▶ Problem to work on
Every line in the listing that holds "highway" counts once; state the total and nothing more.

Excerpted records: Begin

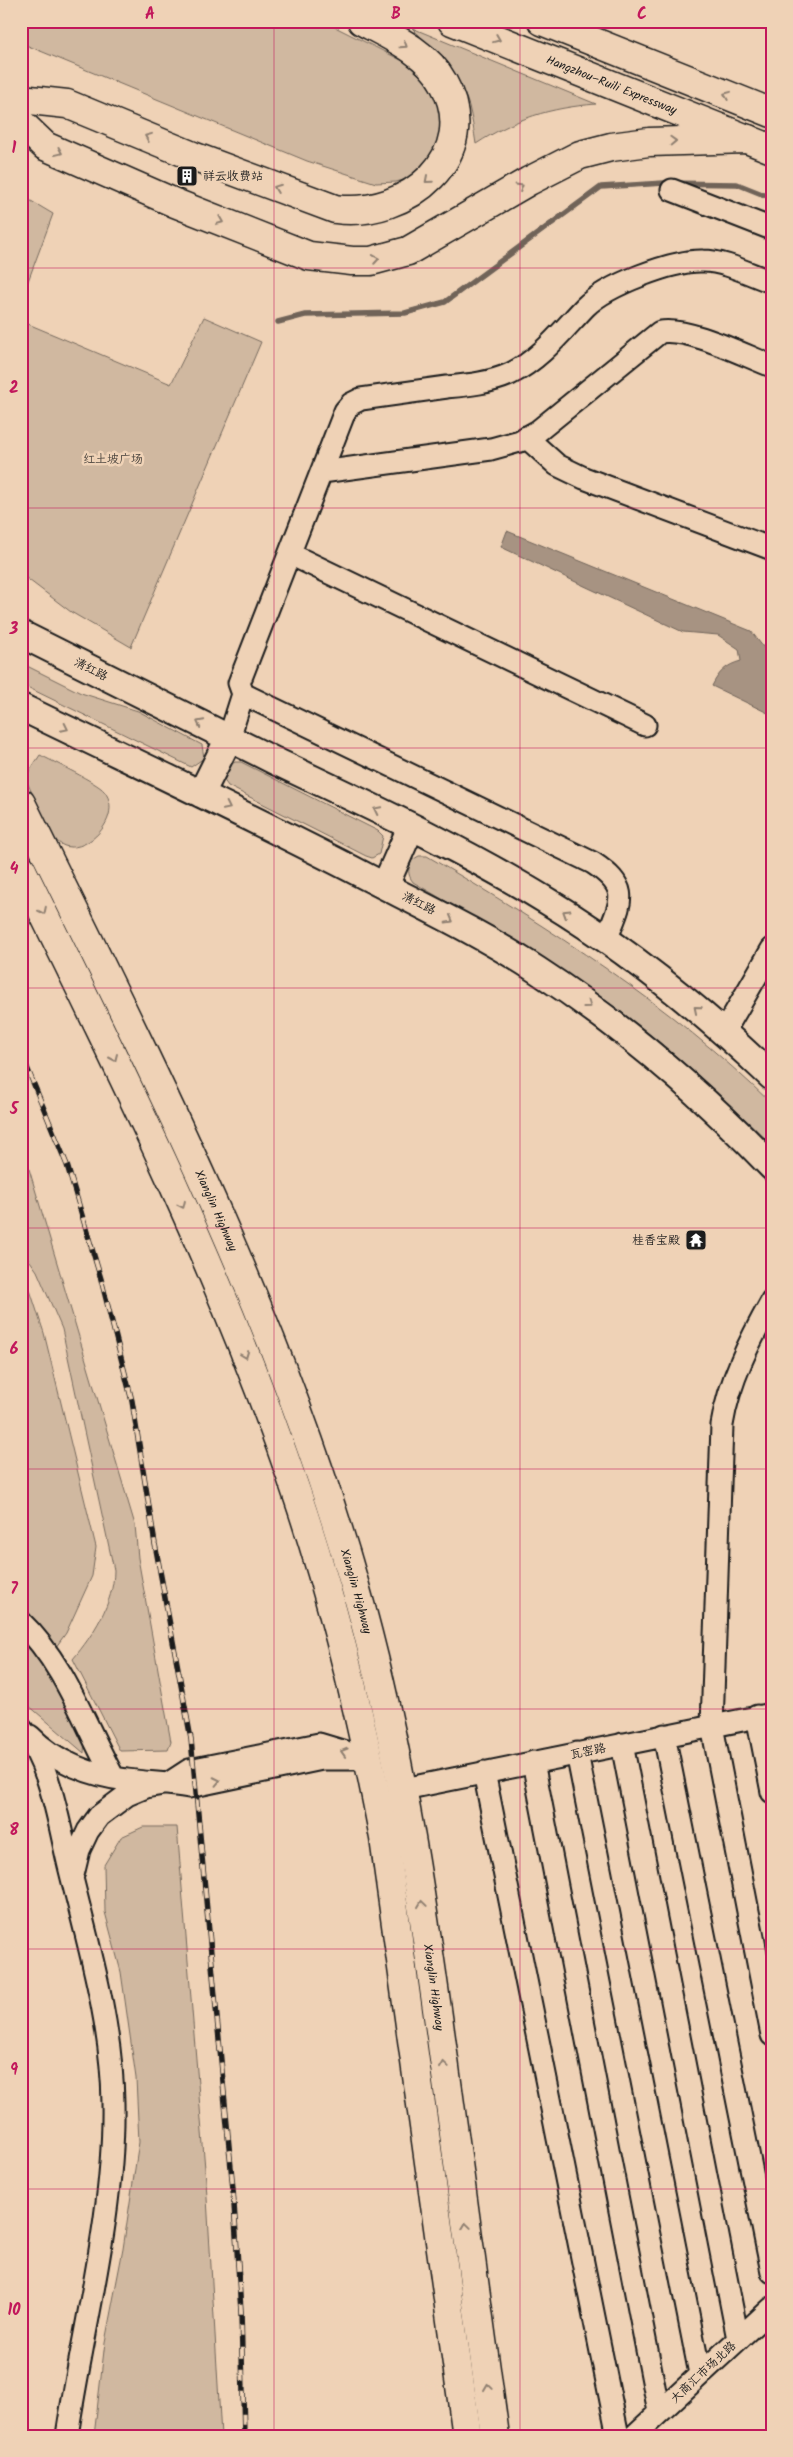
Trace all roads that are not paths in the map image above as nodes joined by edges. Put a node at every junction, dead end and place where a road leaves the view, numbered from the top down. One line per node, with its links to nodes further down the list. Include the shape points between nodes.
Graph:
1 (362, 21): 4 (highway, one-way to 4, via 427,62 450,96 456,122 450,151 438,170 419,187 384,205 344,210 302,198 67,104)
2 (452, 21): 7 (highway, Hangzhou–Ruili Expressway, one-way to 7)
3 (542, 21): 5 (highway, one-way to 3)
4 (21, 99)
5 (772, 113)
6 (21, 123): 7 (highway, one-way to 7, via 45,146 175,203 309,256 352,261 371,261 408,251 580,155 648,142)
7 (760, 144)
8 (672, 190): 9 (street)
9 (772, 229)
10 (772, 282): 13 (street, via 716,262 702,261 621,282 601,293 545,350 510,374 489,382 361,399 351,404 345,411)
11 (772, 366): 12 (street, via 677,331 660,332)
12 (526, 438): 13 (street, via 491,449); 14 (street, via 557,465 584,478)
13 (322, 472): 15 (street)
14 (772, 549)
15 (290, 554): 18 (street, via 239,683); 20 (street)
16 (21, 628): 17 (main road, 清红路)
17 (32, 640): 21 (main road, 清红路, one-way to 17)
18 (243, 694): 21 (street); 27 (street, via 610,874 619,885 620,902)
19 (21, 707): 22 (main road, 清红路, one-way to 22)
20 (645, 725)
21 (228, 738): 22 (main road); 24 (main road, 清红路, one-way to 21)
22 (201, 794): 26 (main road, 清红路, one-way to 26)
23 (21, 803): 45 (highway, Xianglin Highway, via 131,1025 221,1222 266,1330 338,1527 373,1654)
24 (411, 827): 26 (main road); 27 (main road, 清红路, one-way to 24, via 546,900)
25 (21, 868): 40 (highway, one-way to 40, via 104,1037 232,1322 280,1445 310,1535 346,1661)
26 (385, 886): 31 (main road, 清红路, one-way to 31, via 505,950 592,1008 695,1092)
27 (606, 940): 29 (main road, 清红路, one-way to 27)
28 (772, 949): 29 (street)
29 (724, 1032): 30 (main road, 清红路)
30 (772, 1077)
31 (772, 1167)
32 (772, 1301): 35 (street, via 739,1366 722,1426)
33 (21, 1622): 43 (street, via 36,1637 63,1679)
34 (765, 1715): 35 (street, 瓦窑路); 46 (street)
35 (712, 1726): 37 (street, 瓦窑路); 48 (street)
36 (22, 1729): 43 (street, via 43,1748 67,1762); 47 (street, via 44,1773)
37 (664, 1735): 38 (street, 瓦窑路); 49 (street)
38 (622, 1744): 39 (street, 瓦窑路); 51 (street)
39 (577, 1753): 41 (street, 瓦窑路); 52 (street)
40 (369, 1759): 44 (street, via 322,1759 189,1787); 45 (highway); 55 (highway, via 389,1876)
41 (533, 1762): 42 (street, 瓦窑路); 53 (street)
42 (484, 1772): 45 (street, 瓦窑路); 57 (street)
43 (114, 1778): 44 (street)
44 (169, 1783): 47 (street, via 127,1795 99,1816 79,1850)
45 (404, 1789): 56 (highway, Xianglin Highway, one-way to 45)
46 (772, 1792)
47 (72, 1880): 54 (street, via 105,2022 113,2110 110,2171 97,2266)
48 (772, 2035)
49 (772, 2272)
50 (772, 2308): 51 (street, 大商汇市场北路)
51 (738, 2339): 52 (street, 大商汇市场北路)
52 (700, 2374): 53 (street, 大商汇市场北路)
53 (659, 2412): 58 (street, 大商汇市场北路)
54 (67, 2436)
55 (467, 2436)
56 (495, 2436)
57 (618, 2436)
58 (634, 2436)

Excerpted records: End

▶ Result
8